Exercise goal: Find every line in the data that contains the word "nodes". Return each of those lines.
*** Begin section ***
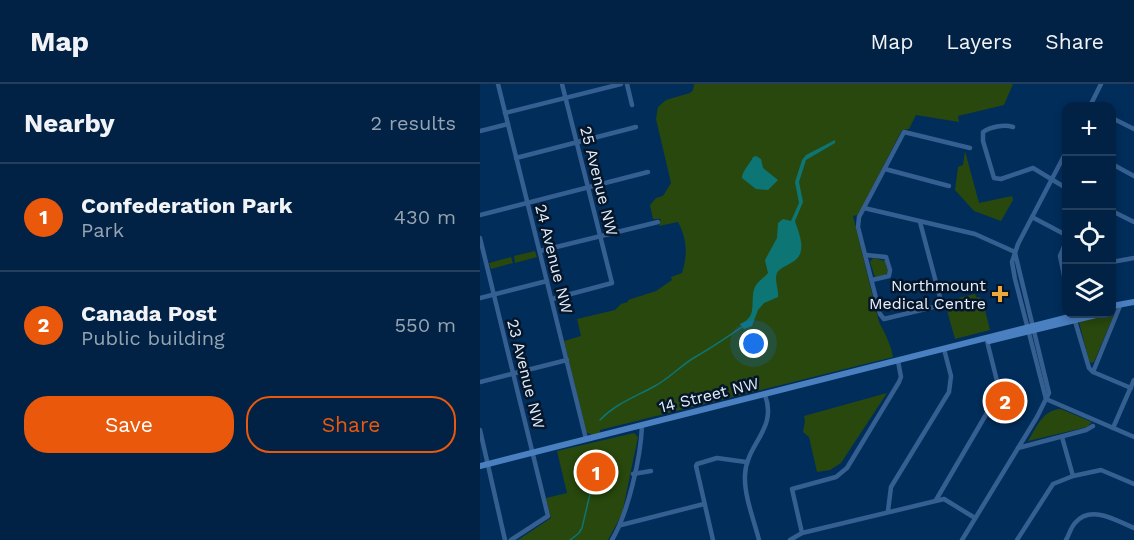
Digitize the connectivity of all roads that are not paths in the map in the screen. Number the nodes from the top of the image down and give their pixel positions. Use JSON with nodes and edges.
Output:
{"nodes":[{"id":1,"x":498,"y":84,"type":"edge"},
{"id":2,"x":562,"y":84,"type":"edge"},
{"id":3,"x":621,"y":84,"type":"edge"},
{"id":4,"x":627,"y":84,"type":"edge"},
{"id":5,"x":1101,"y":84,"type":"edge"},
{"id":6,"x":566,"y":98,"type":"junction"},
{"id":7,"x":1092,"y":102,"type":"edge"},
{"id":8,"x":633,"y":105,"type":"dead end"},
{"id":9,"x":505,"y":113,"type":"junction"},
{"id":10,"x":1116,"y":120,"type":"edge"},
{"id":11,"x":508,"y":124,"type":"junction"},
{"id":12,"x":636,"y":127,"type":"dead end"},
{"id":13,"x":1013,"y":127,"type":"dead end"},
{"id":14,"x":1134,"y":129,"type":"edge"},
{"id":15,"x":480,"y":131,"type":"edge"},
{"id":16,"x":577,"y":142,"type":"junction"},
{"id":17,"x":970,"y":148,"type":"dead end"},
{"id":18,"x":1064,"y":156,"type":"edge"},
{"id":19,"x":516,"y":158,"type":"junction"},
{"id":20,"x":1116,"y":166,"type":"edge"},
{"id":21,"x":885,"y":170,"type":"junction"},
{"id":22,"x":648,"y":172,"type":"dead end"},
{"id":23,"x":1132,"y":174,"type":"edge"},
{"id":24,"x":1052,"y":180,"type":"junction"},
{"id":25,"x":949,"y":186,"type":"dead end"},
{"id":26,"x":1062,"y":186,"type":"edge"},
{"id":27,"x":588,"y":187,"type":"junction"},
{"id":28,"x":527,"y":202,"type":"junction"},
{"id":29,"x":864,"y":208,"type":"junction"},
{"id":30,"x":1116,"y":213,"type":"edge"},
{"id":31,"x":480,"y":215,"type":"edge"},
{"id":32,"x":1032,"y":217,"type":"junction"},
{"id":33,"x":658,"y":222,"type":"dead end"},
{"id":34,"x":920,"y":222,"type":"junction"},
{"id":35,"x":1134,"y":222,"type":"edge"},
{"id":36,"x":1062,"y":233,"type":"edge"},
{"id":37,"x":600,"y":236,"type":"junction"},
{"id":38,"x":480,"y":238,"type":"edge"},
{"id":39,"x":540,"y":251,"type":"junction"},
{"id":40,"x":1015,"y":252,"type":"junction"},
{"id":41,"x":866,"y":255,"type":"junction"},
{"id":42,"x":1134,"y":258,"type":"edge"},
{"id":43,"x":1116,"y":261,"type":"edge"},
{"id":44,"x":872,"y":280,"type":"junction"},
{"id":45,"x":547,"y":281,"type":"junction"},
{"id":46,"x":494,"y":295,"type":"junction"},
{"id":47,"x":480,"y":298,"type":"edge"},
{"id":48,"x":552,"y":299,"type":"junction"},
{"id":49,"x":1134,"y":302,"type":"edge"},
{"id":50,"x":1120,"y":306,"type":"junction"},
{"id":51,"x":1116,"y":307,"type":"edge"},
{"id":52,"x":1069,"y":318,"type":"edge"},
{"id":53,"x":1076,"y":318,"type":"edge"},
{"id":54,"x":1030,"y":329,"type":"junction"},
{"id":55,"x":987,"y":341,"type":"junction"},
{"id":56,"x":944,"y":350,"type":"junction"},
{"id":57,"x":567,"y":360,"type":"junction"},
{"id":58,"x":898,"y":361,"type":"junction"},
{"id":59,"x":1092,"y":372,"type":"junction"},
{"id":60,"x":514,"y":374,"type":"junction"},
{"id":61,"x":1134,"y":380,"type":"edge"},
{"id":62,"x":480,"y":382,"type":"edge"},
{"id":63,"x":1131,"y":388,"type":"junction"},
{"id":64,"x":765,"y":395,"type":"junction"},
{"id":65,"x":1046,"y":399,"type":"junction"},
{"id":66,"x":642,"y":425,"type":"junction"},
{"id":67,"x":1093,"y":426,"type":"dead end"},
{"id":68,"x":1113,"y":428,"type":"junction"},
{"id":69,"x":480,"y":430,"type":"edge"},
{"id":70,"x":1062,"y":437,"type":"junction"},
{"id":71,"x":1134,"y":437,"type":"edge"},
{"id":72,"x":586,"y":439,"type":"junction"},
{"id":73,"x":1018,"y":448,"type":"junction"},
{"id":74,"x":533,"y":453,"type":"junction"},
{"id":75,"x":746,"y":462,"type":"junction"},
{"id":76,"x":484,"y":465,"type":"edge"},
{"id":77,"x":651,"y":471,"type":"dead end"},
{"id":78,"x":633,"y":474,"type":"junction"},
{"id":79,"x":1072,"y":476,"type":"junction"},
{"id":80,"x":1134,"y":484,"type":"edge"},
{"id":81,"x":936,"y":500,"type":"junction"},
{"id":82,"x":704,"y":504,"type":"junction"},
{"id":83,"x":888,"y":511,"type":"junction"},
{"id":84,"x":975,"y":518,"type":"junction"},
{"id":85,"x":621,"y":525,"type":"junction"},
{"id":86,"x":1134,"y":528,"type":"edge"},
{"id":87,"x":802,"y":533,"type":"junction"},
{"id":88,"x":505,"y":540,"type":"edge"},
{"id":89,"x":511,"y":540,"type":"edge"},
{"id":90,"x":612,"y":540,"type":"edge"},
{"id":91,"x":713,"y":540,"type":"edge"},
{"id":92,"x":759,"y":540,"type":"edge"},
{"id":93,"x":790,"y":540,"type":"edge"},
{"id":94,"x":962,"y":540,"type":"edge"},
{"id":95,"x":1017,"y":540,"type":"edge"},
{"id":96,"x":1066,"y":540,"type":"edge"}],
"edges":[{"from":1,"to":9,"type":"street","name":"24 Avenue NW"},
{"from":2,"to":6,"type":"street","name":"25 Avenue NW"},
{"from":3,"to":6,"type":"street"},
{"from":4,"to":8,"type":"street"},
{"from":5,"to":7,"type":"street"},
{"from":6,"to":9,"type":"street"},
{"from":6,"to":16,"type":"street","name":"25 Avenue NW"},
{"from":9,"to":11,"type":"street","name":"24 Avenue NW"},
{"from":10,"to":14,"type":"street"},
{"from":11,"to":15,"type":"street"},
{"from":11,"to":19,"type":"street","name":"24 Avenue NW"},
{"from":12,"to":16,"type":"street"},
{"from":13,"to":24,"type":"street"},
{"from":16,"to":19,"type":"street"},
{"from":16,"to":27,"type":"street","name":"25 Avenue NW"},
{"from":17,"to":21,"type":"street"},
{"from":18,"to":24,"type":"street"},
{"from":19,"to":28,"type":"street","name":"24 Avenue NW"},
{"from":20,"to":23,"type":"street"},
{"from":21,"to":25,"type":"street"},
{"from":21,"to":29,"type":"street"},
{"from":22,"to":27,"type":"street"},
{"from":24,"to":26,"type":"street"},
{"from":24,"to":32,"type":"street"},
{"from":27,"to":28,"type":"street"},
{"from":27,"to":37,"type":"street","name":"25 Avenue NW"},
{"from":28,"to":31,"type":"street"},
{"from":28,"to":39,"type":"street","name":"24 Avenue NW"},
{"from":29,"to":34,"type":"street"},
{"from":29,"to":41,"type":"street"},
{"from":30,"to":35,"type":"street"},
{"from":32,"to":36,"type":"street"},
{"from":32,"to":40,"type":"street"},
{"from":33,"to":37,"type":"street"},
{"from":34,"to":40,"type":"street"},
{"from":34,"to":44,"type":"street"},
{"from":37,"to":39,"type":"street"},
{"from":37,"to":48,"type":"street","name":"25 Avenue NW"},
{"from":38,"to":46,"type":"street","name":"23 Avenue NW"},
{"from":39,"to":45,"type":"street","name":"24 Avenue NW"},
{"from":40,"to":54,"type":"street"},
{"from":41,"to":44,"type":"street"},
{"from":41,"to":44,"type":"street"},
{"from":42,"to":43,"type":"street"},
{"from":45,"to":46,"type":"street"},
{"from":45,"to":48,"type":"street","name":"24 Avenue NW"},
{"from":46,"to":47,"type":"street"},
{"from":46,"to":60,"type":"street","name":"23 Avenue NW"},
{"from":48,"to":57,"type":"street","name":"24 Avenue NW"},
{"from":49,"to":50,"type":"main road"},
{"from":50,"to":51,"type":"main road"},
{"from":50,"to":59,"type":"street"},
{"from":52,"to":54,"type":"main road","name":"14 Street NW"},
{"from":53,"to":59,"type":"street"},
{"from":54,"to":55,"type":"main road","name":"14 Street NW"},
{"from":54,"to":56,"type":"main road","name":"14 Street NW"},
{"from":54,"to":65,"type":"street"},
{"from":55,"to":56,"type":"main road","name":"14 Street NW"},
{"from":55,"to":81,"type":"street"},
{"from":56,"to":58,"type":"main road","name":"14 Street NW"},
{"from":56,"to":83,"type":"street"},
{"from":57,"to":60,"type":"street"},
{"from":57,"to":72,"type":"street","name":"24 Avenue NW"},
{"from":58,"to":64,"type":"main road","name":"14 Street NW"},
{"from":58,"to":87,"type":"street"},
{"from":59,"to":63,"type":"street"},
{"from":60,"to":62,"type":"street"},
{"from":60,"to":74,"type":"street","name":"23 Avenue NW"},
{"from":61,"to":63,"type":"street"},
{"from":63,"to":68,"type":"street"},
{"from":64,"to":66,"type":"main road","name":"14 Street NW"},
{"from":64,"to":75,"type":"street"},
{"from":65,"to":68,"type":"street"},
{"from":65,"to":73,"type":"street"},
{"from":66,"to":72,"type":"main road","name":"14 Street NW"},
{"from":66,"to":78,"type":"street"},
{"from":67,"to":70,"type":"street"},
{"from":68,"to":71,"type":"street"},
{"from":69,"to":76,"type":"street"},
{"from":70,"to":73,"type":"street"},
{"from":70,"to":79,"type":"street"},
{"from":72,"to":74,"type":"main road","name":"14 Street NW"},
{"from":73,"to":84,"type":"street"},
{"from":74,"to":76,"type":"main road","name":"14 Street NW"},
{"from":74,"to":89,"type":"street","name":"23 Avenue NW"},
{"from":75,"to":82,"type":"street"},
{"from":75,"to":92,"type":"street"},
{"from":76,"to":88,"type":"street"},
{"from":77,"to":78,"type":"street"},
{"from":78,"to":85,"type":"street"},
{"from":79,"to":80,"type":"street"},
{"from":79,"to":95,"type":"street"},
{"from":81,"to":83,"type":"street"},
{"from":81,"to":84,"type":"street"},
{"from":82,"to":85,"type":"street"},
{"from":82,"to":91,"type":"street"},
{"from":83,"to":87,"type":"street"},
{"from":84,"to":94,"type":"street"},
{"from":85,"to":90,"type":"street"},
{"from":86,"to":96,"type":"street"},
{"from":87,"to":93,"type":"street"}]}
*** End section ***
Response to the task:
Digitize the connectivity of all roads that are not paths in the map in the screen. Number the nodes from the top of the image down and give their pixel positions. Use JSON with nodes and edges.
{"nodes":[{"id":1,"x":498,"y":84,"type":"edge"},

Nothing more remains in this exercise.